Une deuxième chance pour tous

Le 22 février 2010 le troisième site de l’Ecole de la Deuxième chance (E2C) de Seine-et-Marne ouvrait ses portes à Melun après ceux de Montereau-Fault-Yonne et Meaux. A l’origine de cette aventure il y a l’idée d’Yves Jégo qui a su porter un projet tout à faire déroutant dans une France attachée à la réussite scolaire dans des cursus d’excellence. Bien sur ces filières d’élite doivent perdurer mais à côté d’elles comment accepter que 140 000 jeunes sortent tous les ans du système scolaire sans diplôme ? Comment imaginer un pays apaisé socialement et efficace économiquement si cette richesse reste inexploitée ?

Une société comme la notre, moderne et ambitieuse, a le devoir moral de ne laisser personne sur le bord du chemin. C’est, je crois, à la façon dont un pays traite ceux qui n’ont su ou pu se raccrocher à un wagon qui ne leur correspondait pas que l’on mesure l’état d’une civilisation. C’est à la manière dont le système éducatif parvient à lutter contre les lois de la reproduction sociale que s’évalue l’égalité des citoyens ? En accueillant des jeunes, âgés de 17 à 29 ans, en rupture avec le système scolaire depuis au moins 12 à 18 mois l’E2C offre une formidable session de rattrapage.

J’ai soutenu dès l’origine ce projet et cela malgré l’absence de locaux qui nous a obligé à installer l’E2C dans la Salle des Jardins de l’hôtel de Ville. La situation devait être provisoire et comme je m’y étais engagé le Conseil Municipal à voté lors d’une délibération en date du 10 février 2011 la session de locaux à l’E2C. Désormais à proximité de la gare SNCF l’Ecole de la Deuxième Chance de Melun sera plus attractive et renforcera une renommée déjà bien établie. Preuve en est qu’aujourd’hui le bouche-à-oreilles est le principal moyen d’information sur ce qu’est l’E2C de Melun.

Depuis l’ouverture 38 jeunes, répartis sur 4 promotions, ont été accueillis sur la seule base de leur volonté de s’insérer dans le monde professionnel et sur la base d’un projet à la sortie de l’école.

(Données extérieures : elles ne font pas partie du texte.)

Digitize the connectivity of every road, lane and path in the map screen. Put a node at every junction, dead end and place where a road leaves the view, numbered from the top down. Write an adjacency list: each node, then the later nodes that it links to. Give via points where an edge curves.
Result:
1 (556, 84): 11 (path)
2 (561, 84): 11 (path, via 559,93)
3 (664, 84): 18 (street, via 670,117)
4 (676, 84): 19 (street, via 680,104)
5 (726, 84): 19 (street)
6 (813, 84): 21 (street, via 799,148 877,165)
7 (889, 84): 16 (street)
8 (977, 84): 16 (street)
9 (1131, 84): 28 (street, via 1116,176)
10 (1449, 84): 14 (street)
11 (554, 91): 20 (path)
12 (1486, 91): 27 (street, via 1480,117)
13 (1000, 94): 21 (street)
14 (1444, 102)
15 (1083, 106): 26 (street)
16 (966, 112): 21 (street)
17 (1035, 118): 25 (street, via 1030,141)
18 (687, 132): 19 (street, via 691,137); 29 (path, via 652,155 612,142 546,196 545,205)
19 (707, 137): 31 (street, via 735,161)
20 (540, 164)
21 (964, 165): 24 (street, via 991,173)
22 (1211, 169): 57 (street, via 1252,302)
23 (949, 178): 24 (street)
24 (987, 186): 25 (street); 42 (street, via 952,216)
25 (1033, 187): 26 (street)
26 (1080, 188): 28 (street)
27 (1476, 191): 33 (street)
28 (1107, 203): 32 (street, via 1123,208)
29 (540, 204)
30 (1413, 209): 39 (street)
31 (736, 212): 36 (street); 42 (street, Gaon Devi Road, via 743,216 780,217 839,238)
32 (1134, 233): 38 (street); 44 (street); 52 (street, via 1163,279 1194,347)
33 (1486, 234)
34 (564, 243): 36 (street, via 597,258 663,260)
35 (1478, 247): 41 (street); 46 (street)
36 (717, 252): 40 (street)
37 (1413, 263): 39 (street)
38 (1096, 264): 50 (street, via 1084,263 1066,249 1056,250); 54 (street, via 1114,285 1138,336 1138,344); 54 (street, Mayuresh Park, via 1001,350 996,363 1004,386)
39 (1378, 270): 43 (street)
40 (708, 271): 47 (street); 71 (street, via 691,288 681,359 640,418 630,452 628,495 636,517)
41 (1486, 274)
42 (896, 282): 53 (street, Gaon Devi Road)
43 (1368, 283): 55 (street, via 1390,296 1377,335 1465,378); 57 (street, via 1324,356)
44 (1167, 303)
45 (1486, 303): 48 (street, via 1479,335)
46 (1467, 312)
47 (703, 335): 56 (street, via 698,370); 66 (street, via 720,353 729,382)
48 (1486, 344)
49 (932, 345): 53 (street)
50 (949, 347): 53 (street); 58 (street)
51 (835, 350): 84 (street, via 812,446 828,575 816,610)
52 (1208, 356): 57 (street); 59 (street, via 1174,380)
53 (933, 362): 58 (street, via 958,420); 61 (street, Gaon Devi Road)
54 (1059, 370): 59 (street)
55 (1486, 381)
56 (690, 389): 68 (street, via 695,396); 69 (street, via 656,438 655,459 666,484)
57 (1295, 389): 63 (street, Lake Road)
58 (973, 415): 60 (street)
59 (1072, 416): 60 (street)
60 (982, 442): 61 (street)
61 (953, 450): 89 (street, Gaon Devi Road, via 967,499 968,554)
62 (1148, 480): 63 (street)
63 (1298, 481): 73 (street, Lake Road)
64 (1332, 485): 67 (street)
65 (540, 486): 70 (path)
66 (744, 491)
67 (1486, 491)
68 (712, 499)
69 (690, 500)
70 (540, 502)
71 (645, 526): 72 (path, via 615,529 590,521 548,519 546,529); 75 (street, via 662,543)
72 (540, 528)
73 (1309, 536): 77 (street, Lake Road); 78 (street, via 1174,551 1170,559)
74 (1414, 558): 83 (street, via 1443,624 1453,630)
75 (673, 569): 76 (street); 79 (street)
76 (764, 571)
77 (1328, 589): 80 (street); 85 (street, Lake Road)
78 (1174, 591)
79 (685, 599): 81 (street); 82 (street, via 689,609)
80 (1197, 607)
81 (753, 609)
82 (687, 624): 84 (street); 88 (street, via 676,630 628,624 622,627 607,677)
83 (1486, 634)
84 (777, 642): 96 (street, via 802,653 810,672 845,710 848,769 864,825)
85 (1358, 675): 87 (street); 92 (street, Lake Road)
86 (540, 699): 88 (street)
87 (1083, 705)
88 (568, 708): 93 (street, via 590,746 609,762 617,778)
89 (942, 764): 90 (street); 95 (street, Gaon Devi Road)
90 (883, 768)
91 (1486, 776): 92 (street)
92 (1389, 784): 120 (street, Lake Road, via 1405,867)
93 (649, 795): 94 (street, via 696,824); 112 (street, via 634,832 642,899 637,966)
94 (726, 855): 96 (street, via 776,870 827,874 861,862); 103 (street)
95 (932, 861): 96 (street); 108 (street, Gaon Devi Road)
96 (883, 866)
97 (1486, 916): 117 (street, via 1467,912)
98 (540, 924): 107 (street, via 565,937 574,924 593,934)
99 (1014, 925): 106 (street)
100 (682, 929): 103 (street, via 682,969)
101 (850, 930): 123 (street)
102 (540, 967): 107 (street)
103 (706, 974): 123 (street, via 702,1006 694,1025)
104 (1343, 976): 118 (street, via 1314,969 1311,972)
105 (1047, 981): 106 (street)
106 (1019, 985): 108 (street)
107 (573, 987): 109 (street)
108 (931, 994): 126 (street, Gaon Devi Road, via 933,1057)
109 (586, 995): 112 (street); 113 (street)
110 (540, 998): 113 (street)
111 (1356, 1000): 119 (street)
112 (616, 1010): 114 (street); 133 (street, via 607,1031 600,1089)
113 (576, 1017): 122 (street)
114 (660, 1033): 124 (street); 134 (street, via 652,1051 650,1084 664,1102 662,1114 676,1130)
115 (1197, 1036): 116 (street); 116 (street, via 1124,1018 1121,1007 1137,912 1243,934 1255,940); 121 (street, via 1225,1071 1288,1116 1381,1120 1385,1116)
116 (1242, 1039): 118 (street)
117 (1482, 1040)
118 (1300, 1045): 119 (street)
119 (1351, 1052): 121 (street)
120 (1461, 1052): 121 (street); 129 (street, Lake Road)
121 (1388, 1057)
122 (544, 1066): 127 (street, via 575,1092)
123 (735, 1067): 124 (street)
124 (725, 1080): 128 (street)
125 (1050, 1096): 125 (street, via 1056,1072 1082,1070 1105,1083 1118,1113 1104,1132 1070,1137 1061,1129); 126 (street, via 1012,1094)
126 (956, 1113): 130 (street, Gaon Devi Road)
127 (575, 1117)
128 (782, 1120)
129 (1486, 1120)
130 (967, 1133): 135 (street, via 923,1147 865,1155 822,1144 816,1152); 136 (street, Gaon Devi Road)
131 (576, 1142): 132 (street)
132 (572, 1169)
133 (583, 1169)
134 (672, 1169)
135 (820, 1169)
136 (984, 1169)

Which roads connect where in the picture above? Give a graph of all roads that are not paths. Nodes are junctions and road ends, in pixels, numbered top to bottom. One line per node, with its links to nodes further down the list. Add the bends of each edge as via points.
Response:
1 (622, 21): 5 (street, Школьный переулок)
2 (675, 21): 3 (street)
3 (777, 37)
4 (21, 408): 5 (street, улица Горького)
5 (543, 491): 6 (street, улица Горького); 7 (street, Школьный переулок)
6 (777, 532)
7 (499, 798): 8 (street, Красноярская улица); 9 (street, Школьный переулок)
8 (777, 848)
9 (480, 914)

L’école fonctionne sur un mode souple d’entrée-sortie qui tranche avec ce que les pensionnaires ont connu dans le système scolaire classique. Le taux d’abandon extrêmement faible (5%) démontre que jusqu’ici l’école n’avait pas su détecter et valoriser les capacités de ces jeunes. Ils trouvent dans cette structure un accompagnement et un soutien indispensable à leur réussite.

La très grande majorité (81,1%) des élèves a suivi un cursus BEP/CAP sans en avoir obtenu le diplômé à la fin. Après une période de stage rémunéré de 4 à 6 mois en alternance les élèves basculent vers la deuxième étape du projet avec une formation professionnelle en alternance sous contrat à durée adaptée au métier décidé qui doit les mener vers l’intégration de l’entreprise partenaire. Car il ne s’agit pas de sortir diplômé de l’E2C mais d’en sortir avec un métier, un contrat et une entreprise.

Il est évidemment encore trop tôt pour mesurer le taux de « sorties positives », puisque les élèves peuvent être rattachés à l’E2C pendant 36 mois, mais il devrait approcher les 70% à l’image du site de Montereau-Fault-Yonne ouvert fin 2007. Puisque la durée moyenne d’accueil est de 10 mois il est déjà possible de remarquer quelques beaux succès. La collaboration réussie, ce n’est malheureusement que trop rarement le cas, entre l’Etat, la région et la commune aboutie à une solution concrète pour combattre l’échec scolaire et le chômage.